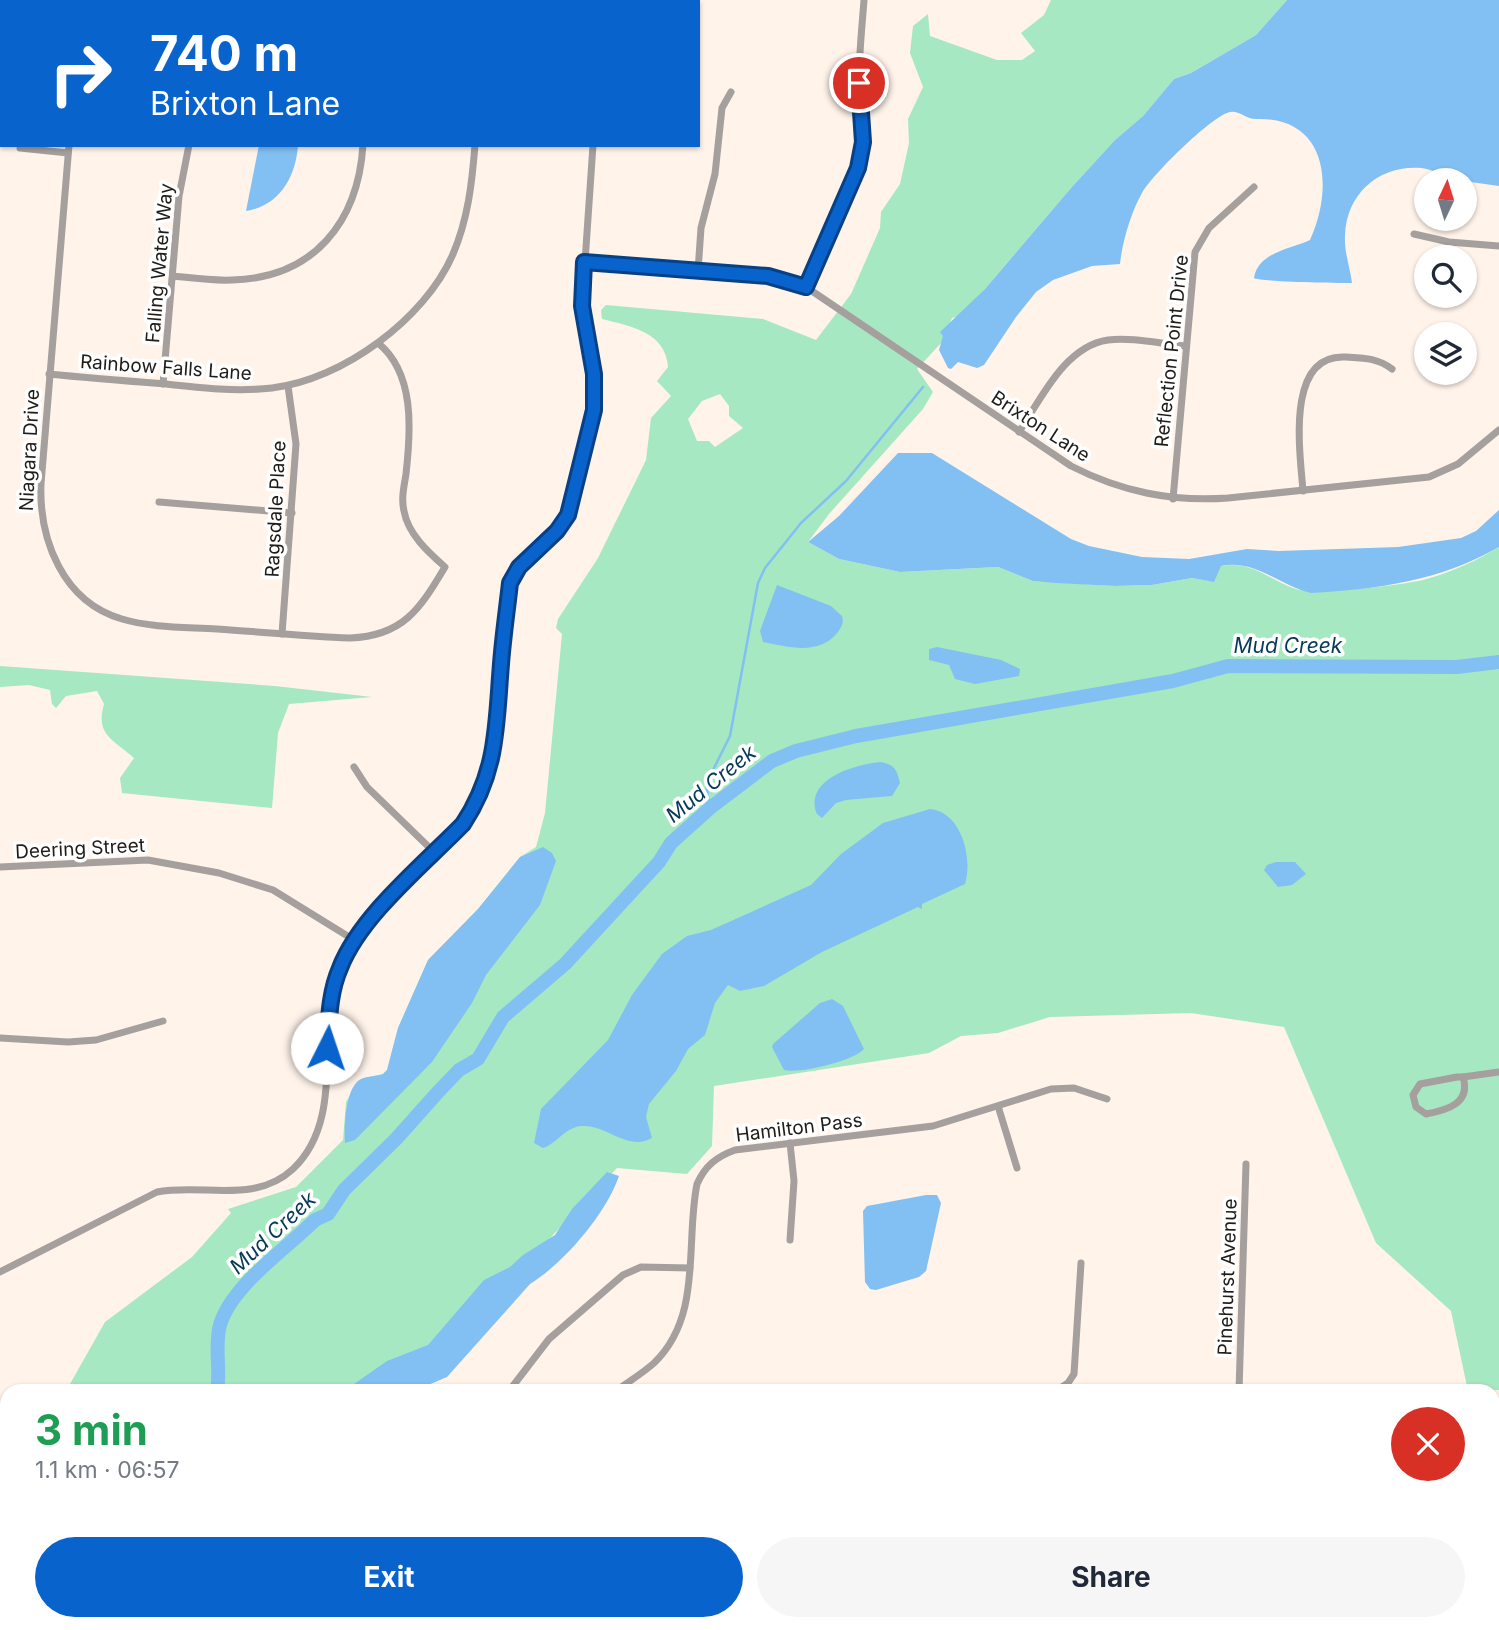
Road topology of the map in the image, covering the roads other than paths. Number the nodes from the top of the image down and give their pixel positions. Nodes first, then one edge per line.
1 (864, 0) edge
2 (731, 92) dead end
3 (189, 147) edge
4 (363, 147) edge
5 (475, 147) edge
6 (593, 147) edge
7 (20, 148) dead end
8 (68, 149) edge
9 (1254, 187) dead end
10 (1414, 234) dead end
11 (1499, 246) edge
12 (584, 262) junction
13 (698, 271) junction
14 (173, 276) junction
15 (806, 287) junction
16 (378, 343) junction
17 (1185, 346) junction
18 (1392, 369) dead end
19 (50, 374) junction
20 (163, 384) junction
21 (288, 386) junction
22 (1499, 430) edge
23 (1019, 432) junction
24 (1303, 491) junction
25 (1174, 499) junction
26 (159, 502) dead end
27 (292, 513) junction
28 (282, 634) junction
29 (354, 767) dead end
30 (434, 852) junction
31 (0, 867) edge
32 (354, 940) junction
33 (163, 1021) dead end
34 (0, 1038) edge
35 (1499, 1072) edge
36 (1463, 1077) junction
37 (1107, 1099) dead end
38 (998, 1106) junction
39 (790, 1143) junction
40 (1246, 1164) dead end
41 (1017, 1168) dead end
42 (790, 1240) dead end
43 (1081, 1263) dead end
44 (690, 1268) junction
45 (0, 1272) edge
46 (514, 1384) edge
47 (625, 1384) edge
48 (1067, 1384) edge
49 (1239, 1384) edge

1 - 15 street
2 - 13 street
3 - 14 street, Falling Water Way
4 - 14 street
5 - 16 street, Rainbow Falls Lane
6 - 12 street
7 - 8 street
8 - 19 street, Niagara Drive
9 - 17 street, Reflection Point Drive
10 - 11 street
12 - 13 street, Brixton Lane
12 - 30 street
13 - 15 street, Brixton Lane
14 - 20 street, Falling Water Way
15 - 23 street, Brixton Lane
16 - 21 street, Rainbow Falls Lane
16 - 28 street, Niagara Drive
17 - 23 street
17 - 25 street, Reflection Point Drive
18 - 24 street
19 - 20 street, Rainbow Falls Lane
19 - 28 street, Niagara Drive
20 - 21 street, Rainbow Falls Lane
21 - 27 street, Ragsdale Place
22 - 24 street, Brixton Lane
23 - 25 street, Brixton Lane
24 - 25 street, Brixton Lane
26 - 27 street
27 - 28 street, Ragsdale Place
29 - 30 street
30 - 32 street
31 - 32 street, Deering Street
32 - 45 street
33 - 34 street
35 - 36 street
36 - 36 street
37 - 38 street, Hamilton Pass
38 - 39 street, Hamilton Pass
38 - 41 street
39 - 42 street
39 - 44 street, Hamilton Pass
40 - 49 street, Pinehurst Avenue
43 - 48 street
44 - 46 street
44 - 47 street, Hamilton Pass

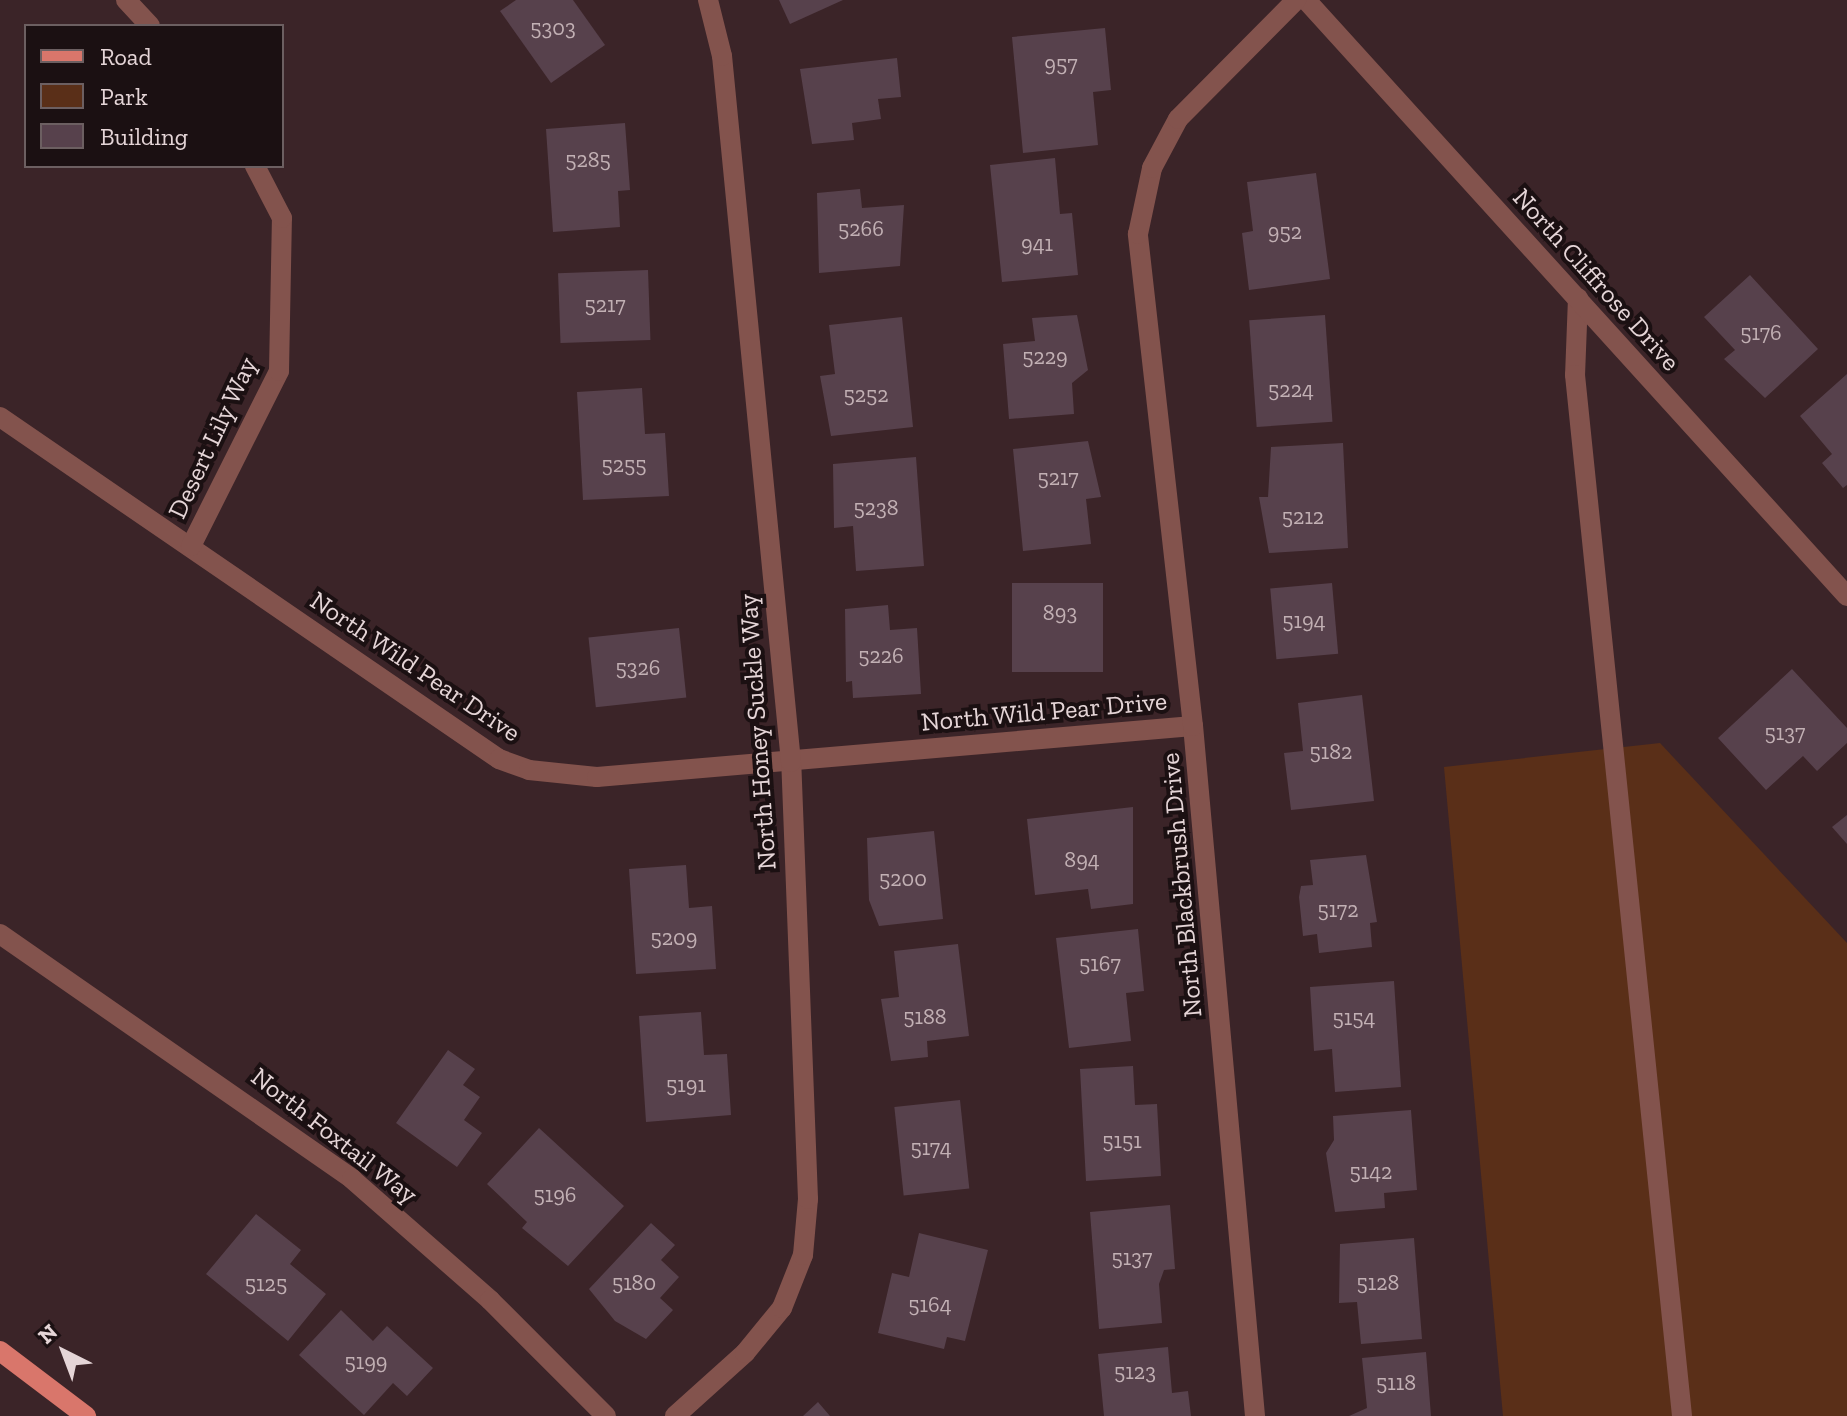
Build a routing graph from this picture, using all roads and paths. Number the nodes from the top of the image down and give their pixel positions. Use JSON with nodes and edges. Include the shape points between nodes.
{"nodes":[{"id":1,"x":126,"y":0,"type":"edge"},
{"id":2,"x":708,"y":0,"type":"edge"},
{"id":3,"x":1296,"y":0,"type":"edge"},
{"id":4,"x":1306,"y":0,"type":"edge"},
{"id":5,"x":148,"y":24,"type":"edge"},
{"id":6,"x":256,"y":168,"type":"edge"},
{"id":7,"x":1578,"y":298,"type":"junction"},
{"id":8,"x":0,"y":417,"type":"edge"},
{"id":9,"x":191,"y":546,"type":"junction"},
{"id":10,"x":1847,"y":596,"type":"edge"},
{"id":11,"x":1193,"y":726,"type":"junction"},
{"id":12,"x":791,"y":762,"type":"junction"},
{"id":13,"x":0,"y":934,"type":"edge"},
{"id":14,"x":0,"y":1351,"type":"edge"},
{"id":15,"x":86,"y":1416,"type":"edge"},
{"id":16,"x":606,"y":1416,"type":"edge"},
{"id":17,"x":675,"y":1416,"type":"edge"},
{"id":18,"x":1255,"y":1416,"type":"edge"},
{"id":19,"x":1682,"y":1416,"type":"edge"}],
"edges":[{"from":1,"to":5,"type":"street"},
{"from":2,"to":12,"type":"street","name":"North Honey Suckle Way","via":[[722,56]]},
{"from":3,"to":11,"type":"street","name":"North Blackbrush Drive","via":[[1195,96],[1163,143],[1138,234]]},
{"from":4,"to":7,"type":"street","name":"North Cliffrose Drive"},
{"from":6,"to":9,"type":"street","name":"Desert Lily Way","via":[[282,218],[279,371]]},
{"from":7,"to":10,"type":"street","name":"North Cliffrose Drive"},
{"from":7,"to":19,"type":"street","via":[[1575,375]]},
{"from":8,"to":9,"type":"street","name":"North Wild Pear Drive"},
{"from":9,"to":12,"type":"street","name":"North Wild Pear Drive","via":[[509,763],[574,778]]},
{"from":11,"to":12,"type":"street","name":"North Wild Pear Drive"},
{"from":11,"to":18,"type":"street","name":"North Blackbrush Drive"},
{"from":12,"to":17,"type":"street","name":"North Honey Suckle Way","via":[[808,1199],[803,1255],[765,1332]]},
{"from":13,"to":16,"type":"street","name":"North Foxtail Way","via":[[341,1170],[490,1300]]},
{"from":14,"to":15,"type":"main road"}]}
┄┄┄┄┄┄┄┄┄┄┄┄┄┄┄┄┄┄┄┄
### INSTRUCTIONS FOR THE TASK:
Pictures don't belong in the copy. Transcribe every record exactly as it appears.

### RESPONSE TO THIS EXERCISE:
Road topology of the map in the image, covering the roads other than paths. Number the nodes from the top of the image down and give their pixel positions. Nodes first, then one edge per line.
1 (864, 0) edge
2 (731, 92) dead end
3 (189, 147) edge
4 (363, 147) edge
5 (475, 147) edge
6 (593, 147) edge
7 (20, 148) dead end
8 (68, 149) edge
9 (1254, 187) dead end
10 (1414, 234) dead end
11 (1499, 246) edge
12 (584, 262) junction
13 (698, 271) junction
14 (173, 276) junction
15 (806, 287) junction
16 (378, 343) junction
17 (1185, 346) junction
18 (1392, 369) dead end
19 (50, 374) junction
20 (163, 384) junction
21 (288, 386) junction
22 (1499, 430) edge
23 (1019, 432) junction
24 (1303, 491) junction
25 (1174, 499) junction
26 (159, 502) dead end
27 (292, 513) junction
28 (282, 634) junction
29 (354, 767) dead end
30 (434, 852) junction
31 (0, 867) edge
32 (354, 940) junction
33 (163, 1021) dead end
34 (0, 1038) edge
35 (1499, 1072) edge
36 (1463, 1077) junction
37 (1107, 1099) dead end
38 (998, 1106) junction
39 (790, 1143) junction
40 (1246, 1164) dead end
41 (1017, 1168) dead end
42 (790, 1240) dead end
43 (1081, 1263) dead end
44 (690, 1268) junction
45 (0, 1272) edge
46 (514, 1384) edge
47 (625, 1384) edge
48 (1067, 1384) edge
49 (1239, 1384) edge

1 - 15 street
2 - 13 street
3 - 14 street, Falling Water Way
4 - 14 street
5 - 16 street, Rainbow Falls Lane
6 - 12 street
7 - 8 street
8 - 19 street, Niagara Drive
9 - 17 street, Reflection Point Drive
10 - 11 street
12 - 13 street, Brixton Lane
12 - 30 street
13 - 15 street, Brixton Lane
14 - 20 street, Falling Water Way
15 - 23 street, Brixton Lane
16 - 21 street, Rainbow Falls Lane
16 - 28 street, Niagara Drive
17 - 23 street
17 - 25 street, Reflection Point Drive
18 - 24 street
19 - 20 street, Rainbow Falls Lane
19 - 28 street, Niagara Drive
20 - 21 street, Rainbow Falls Lane
21 - 27 street, Ragsdale Place
22 - 24 street, Brixton Lane
23 - 25 street, Brixton Lane
24 - 25 street, Brixton Lane
26 - 27 street
27 - 28 street, Ragsdale Place
29 - 30 street
30 - 32 street
31 - 32 street, Deering Street
32 - 45 street
33 - 34 street
35 - 36 street
36 - 36 street
37 - 38 street, Hamilton Pass
38 - 39 street, Hamilton Pass
38 - 41 street
39 - 42 street
39 - 44 street, Hamilton Pass
40 - 49 street, Pinehurst Avenue
43 - 48 street
44 - 46 street
44 - 47 street, Hamilton Pass

Build a routing graph from this picture, using all roads and paths. Number the nodes from the top of the image down and give their pixel positions. Use JSON with nodes and edges. Include the shape points between nodes.
{"nodes":[{"id":1,"x":126,"y":0,"type":"edge"},
{"id":2,"x":708,"y":0,"type":"edge"},
{"id":3,"x":1296,"y":0,"type":"edge"},
{"id":4,"x":1306,"y":0,"type":"edge"},
{"id":5,"x":148,"y":24,"type":"edge"},
{"id":6,"x":256,"y":168,"type":"edge"},
{"id":7,"x":1578,"y":298,"type":"junction"},
{"id":8,"x":0,"y":417,"type":"edge"},
{"id":9,"x":191,"y":546,"type":"junction"},
{"id":10,"x":1847,"y":596,"type":"edge"},
{"id":11,"x":1193,"y":726,"type":"junction"},
{"id":12,"x":791,"y":762,"type":"junction"},
{"id":13,"x":0,"y":934,"type":"edge"},
{"id":14,"x":0,"y":1351,"type":"edge"},
{"id":15,"x":86,"y":1416,"type":"edge"},
{"id":16,"x":606,"y":1416,"type":"edge"},
{"id":17,"x":675,"y":1416,"type":"edge"},
{"id":18,"x":1255,"y":1416,"type":"edge"},
{"id":19,"x":1682,"y":1416,"type":"edge"}],
"edges":[{"from":1,"to":5,"type":"street"},
{"from":2,"to":12,"type":"street","name":"North Honey Suckle Way","via":[[722,56]]},
{"from":3,"to":11,"type":"street","name":"North Blackbrush Drive","via":[[1195,96],[1163,143],[1138,234]]},
{"from":4,"to":7,"type":"street","name":"North Cliffrose Drive"},
{"from":6,"to":9,"type":"street","name":"Desert Lily Way","via":[[282,218],[279,371]]},
{"from":7,"to":10,"type":"street","name":"North Cliffrose Drive"},
{"from":7,"to":19,"type":"street","via":[[1575,375]]},
{"from":8,"to":9,"type":"street","name":"North Wild Pear Drive"},
{"from":9,"to":12,"type":"street","name":"North Wild Pear Drive","via":[[509,763],[574,778]]},
{"from":11,"to":12,"type":"street","name":"North Wild Pear Drive"},
{"from":11,"to":18,"type":"street","name":"North Blackbrush Drive"},
{"from":12,"to":17,"type":"street","name":"North Honey Suckle Way","via":[[808,1199],[803,1255],[765,1332]]},
{"from":13,"to":16,"type":"street","name":"North Foxtail Way","via":[[341,1170],[490,1300]]},
{"from":14,"to":15,"type":"main road"}]}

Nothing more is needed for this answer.